Will Trump ever understand that tech protectionism is a losing game?
Ramping up the tension, the Trump administration is now gunning for China’s DJI, the undisputed world leader in drone production, forcing state and local agencies to stop using the company’s products, despite being the most competitive, and trying to use government subsidies to produce alternatives in the United States.
History shows that in the long-term, protectionism and production subsidies are not the best way to forge technological leadership. There are any number of reasons why DJI is the leader in the global drone market, but the bottom line is that it has dominated design and production in the category since its inception, creating increasingly versatile uses for drones. Some Chinese companies have benefited from protectionism, but in the case of DJI, which has always competed in international markets, this is of relative importance.
Raising the specter of DJI drones sending data back to China, as the White House did with Huawei’s smartphones, may well deprive the company of lucrative public contracts, but it’s not going to provide any kind of sustainable competitive advantage to US companies, because technological advantages simply don’t work that way: closing borders doesn’t make an industry more competitive and simply demonstrates to what extent the current administration fails to understand how competitive advantages in technology are created.
The most competitive US drone manufacturer in its day, 3DR, announced in March 2016 that it would now focus on the development of drone software and applications for mining, engineering and construction, mainly for equipment manufactured by DJI. As its founder, Chris Anderson, says about DJI, “they make the best stuff, they’re innovating the fastest, their prices are competitive — they’re the giant.”

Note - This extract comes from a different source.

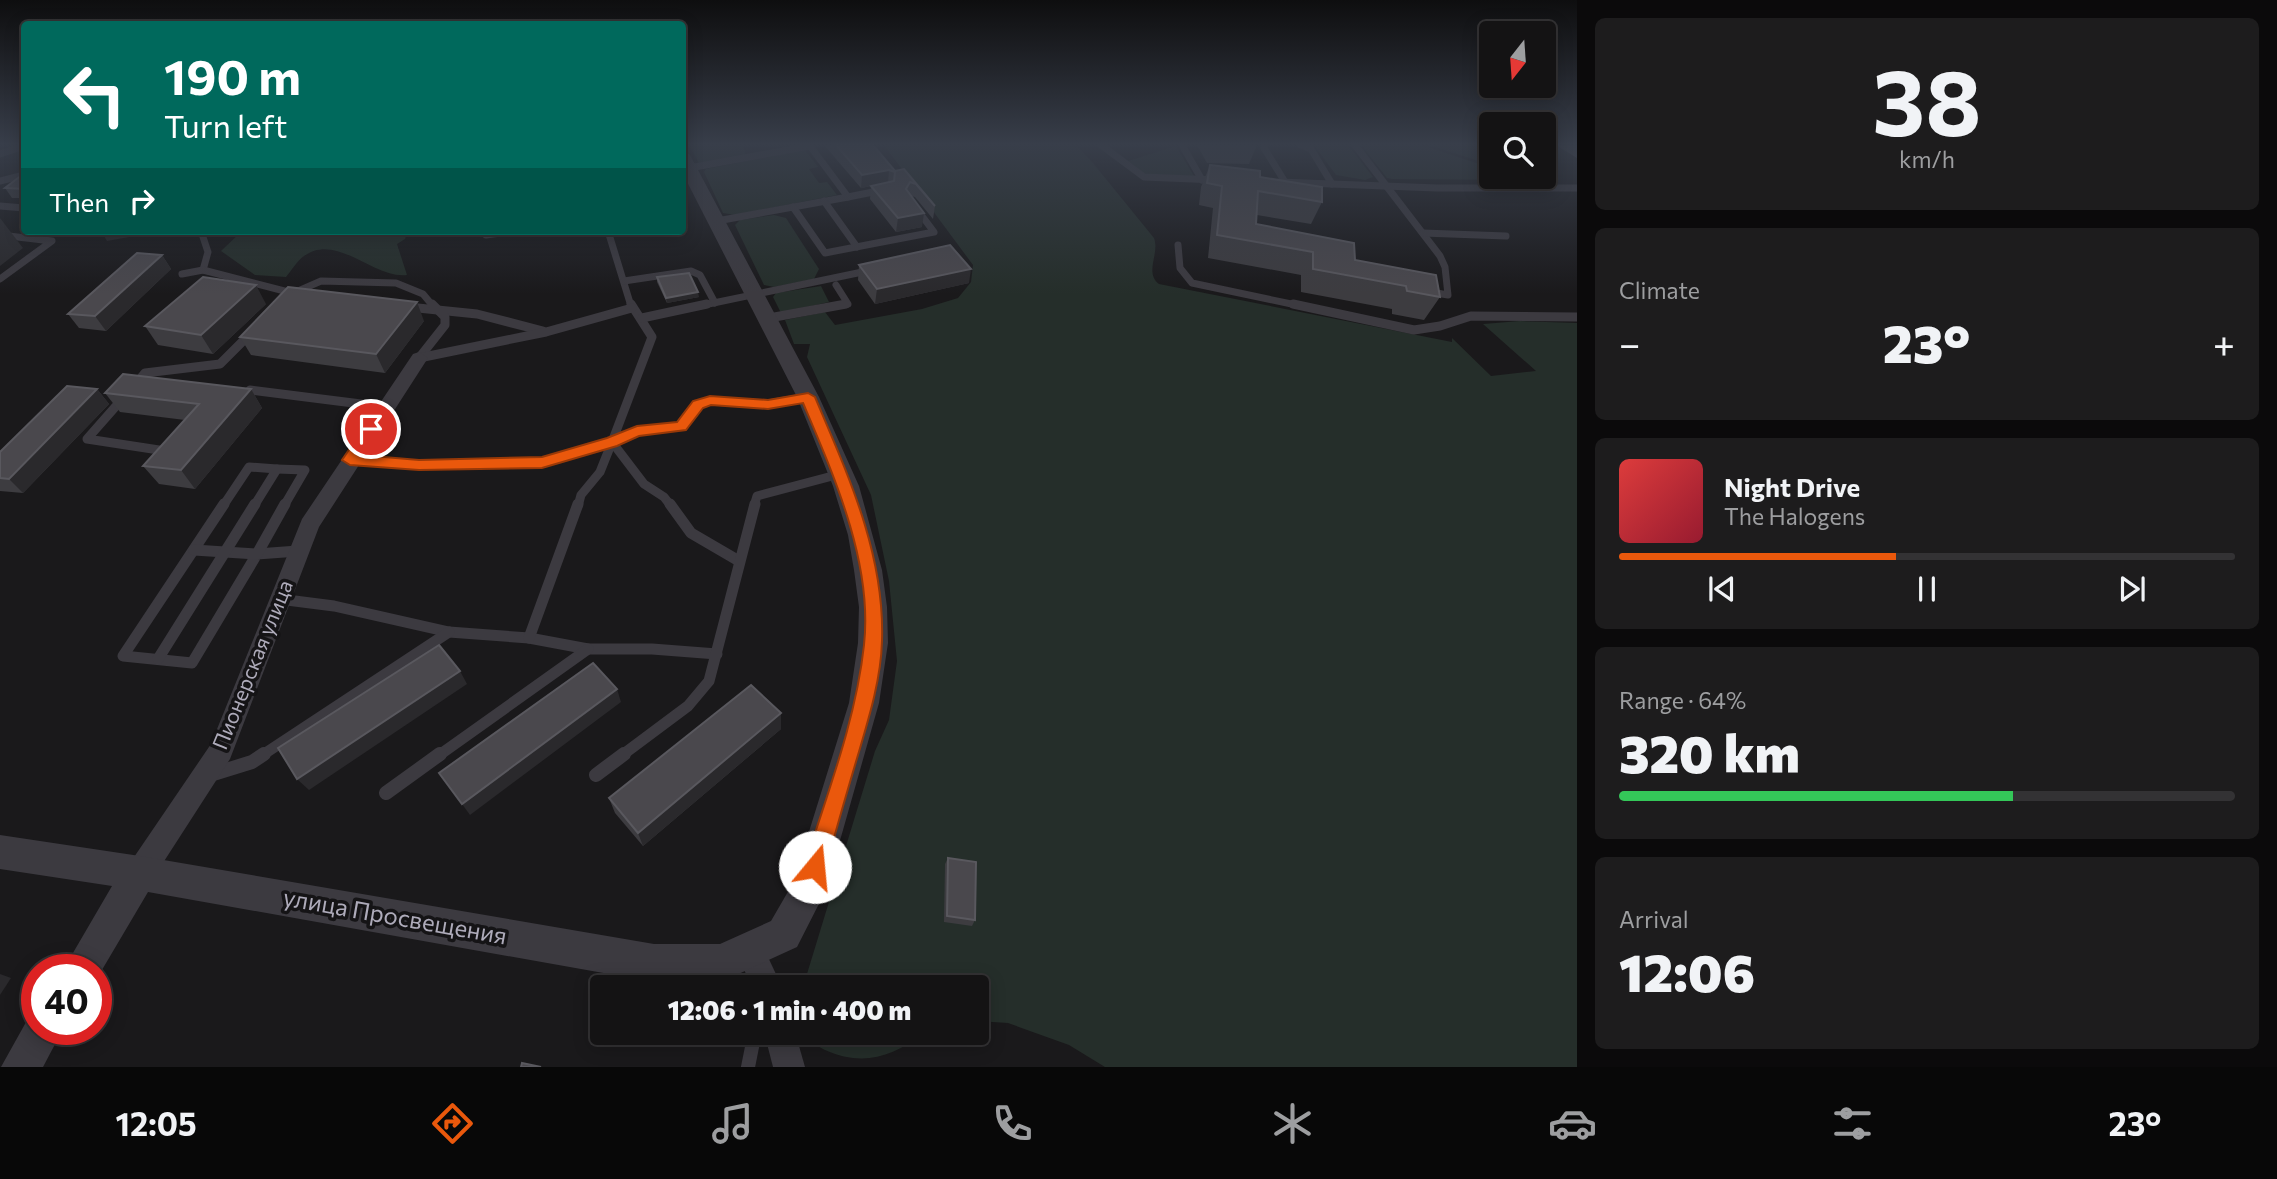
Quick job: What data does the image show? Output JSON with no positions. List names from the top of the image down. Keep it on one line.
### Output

In short, DJI’s success is not down to Beijing’s protectionism or the closing of its borders to foreign companies, as may be the case with other Chinese companies. Instead, DJI has grown as drones have required new applications as the sector has expanded into more and more industries, doing so with unstoppable consistency.
When a company achieves technological supremacy in an international market, trying to compete by imposing restrictions based on as-yet unfounded threats and using government subsidies is a losing game. Trade wars, in today’s borderless technological age, make no sense and simply produce countless victims and no clear winners. In today’s environment, borders are artificial constraints that simply distort the competitive scenario in the medium term, creating more problems than solutions. The day we realize this, we will start to make some real progress.